» GIVEN ENTRIES

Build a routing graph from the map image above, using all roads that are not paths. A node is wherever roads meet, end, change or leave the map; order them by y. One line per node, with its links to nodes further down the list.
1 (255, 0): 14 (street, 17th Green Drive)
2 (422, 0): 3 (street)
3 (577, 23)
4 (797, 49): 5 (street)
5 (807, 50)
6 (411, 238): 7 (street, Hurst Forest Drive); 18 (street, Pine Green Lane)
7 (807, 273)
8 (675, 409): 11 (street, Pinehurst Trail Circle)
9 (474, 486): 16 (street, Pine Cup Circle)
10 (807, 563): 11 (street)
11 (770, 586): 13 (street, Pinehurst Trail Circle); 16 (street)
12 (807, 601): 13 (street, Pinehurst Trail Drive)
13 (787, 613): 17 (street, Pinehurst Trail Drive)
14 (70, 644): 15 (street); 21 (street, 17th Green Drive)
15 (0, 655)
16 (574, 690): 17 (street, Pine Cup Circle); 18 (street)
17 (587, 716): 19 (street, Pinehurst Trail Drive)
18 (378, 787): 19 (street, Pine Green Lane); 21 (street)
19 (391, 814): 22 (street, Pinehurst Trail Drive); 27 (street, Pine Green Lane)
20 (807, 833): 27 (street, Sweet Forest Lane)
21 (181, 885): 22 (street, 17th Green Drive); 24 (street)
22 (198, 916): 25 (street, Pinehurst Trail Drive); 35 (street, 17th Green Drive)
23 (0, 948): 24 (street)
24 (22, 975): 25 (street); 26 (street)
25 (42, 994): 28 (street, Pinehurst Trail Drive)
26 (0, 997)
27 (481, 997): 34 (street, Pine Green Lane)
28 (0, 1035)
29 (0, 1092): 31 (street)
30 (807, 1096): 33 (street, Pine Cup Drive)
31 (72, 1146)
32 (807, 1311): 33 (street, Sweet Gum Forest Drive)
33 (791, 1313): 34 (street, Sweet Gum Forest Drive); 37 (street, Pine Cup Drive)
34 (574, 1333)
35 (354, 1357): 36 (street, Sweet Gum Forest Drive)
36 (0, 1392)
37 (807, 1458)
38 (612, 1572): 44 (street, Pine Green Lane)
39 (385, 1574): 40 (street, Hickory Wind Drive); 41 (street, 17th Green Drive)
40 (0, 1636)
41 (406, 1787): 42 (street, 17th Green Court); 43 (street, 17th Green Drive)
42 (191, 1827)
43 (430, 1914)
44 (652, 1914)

» EXERCISE DIRECTIONS
Every record above must be duplicated exactly.

» ANSWER SECTION
Build a routing graph from the map image above, using all roads that are not paths. A node is wherever roads meet, end, change or leave the map; order them by y. One line per node, with its links to nodes further down the list.
1 (255, 0): 14 (street, 17th Green Drive)
2 (422, 0): 3 (street)
3 (577, 23)
4 (797, 49): 5 (street)
5 (807, 50)
6 (411, 238): 7 (street, Hurst Forest Drive); 18 (street, Pine Green Lane)
7 (807, 273)
8 (675, 409): 11 (street, Pinehurst Trail Circle)
9 (474, 486): 16 (street, Pine Cup Circle)
10 (807, 563): 11 (street)
11 (770, 586): 13 (street, Pinehurst Trail Circle); 16 (street)
12 (807, 601): 13 (street, Pinehurst Trail Drive)
13 (787, 613): 17 (street, Pinehurst Trail Drive)
14 (70, 644): 15 (street); 21 (street, 17th Green Drive)
15 (0, 655)
16 (574, 690): 17 (street, Pine Cup Circle); 18 (street)
17 (587, 716): 19 (street, Pinehurst Trail Drive)
18 (378, 787): 19 (street, Pine Green Lane); 21 (street)
19 (391, 814): 22 (street, Pinehurst Trail Drive); 27 (street, Pine Green Lane)
20 (807, 833): 27 (street, Sweet Forest Lane)
21 (181, 885): 22 (street, 17th Green Drive); 24 (street)
22 (198, 916): 25 (street, Pinehurst Trail Drive); 35 (street, 17th Green Drive)
23 (0, 948): 24 (street)
24 (22, 975): 25 (street); 26 (street)
25 (42, 994): 28 (street, Pinehurst Trail Drive)
26 (0, 997)
27 (481, 997): 34 (street, Pine Green Lane)
28 (0, 1035)
29 (0, 1092): 31 (street)
30 (807, 1096): 33 (street, Pine Cup Drive)
31 (72, 1146)
32 (807, 1311): 33 (street, Sweet Gum Forest Drive)
33 (791, 1313): 34 (street, Sweet Gum Forest Drive); 37 (street, Pine Cup Drive)
34 (574, 1333)
35 (354, 1357): 36 (street, Sweet Gum Forest Drive)
36 (0, 1392)
37 (807, 1458)
38 (612, 1572): 44 (street, Pine Green Lane)
39 (385, 1574): 40 (street, Hickory Wind Drive); 41 (street, 17th Green Drive)
40 (0, 1636)
41 (406, 1787): 42 (street, 17th Green Court); 43 (street, 17th Green Drive)
42 (191, 1827)
43 (430, 1914)
44 (652, 1914)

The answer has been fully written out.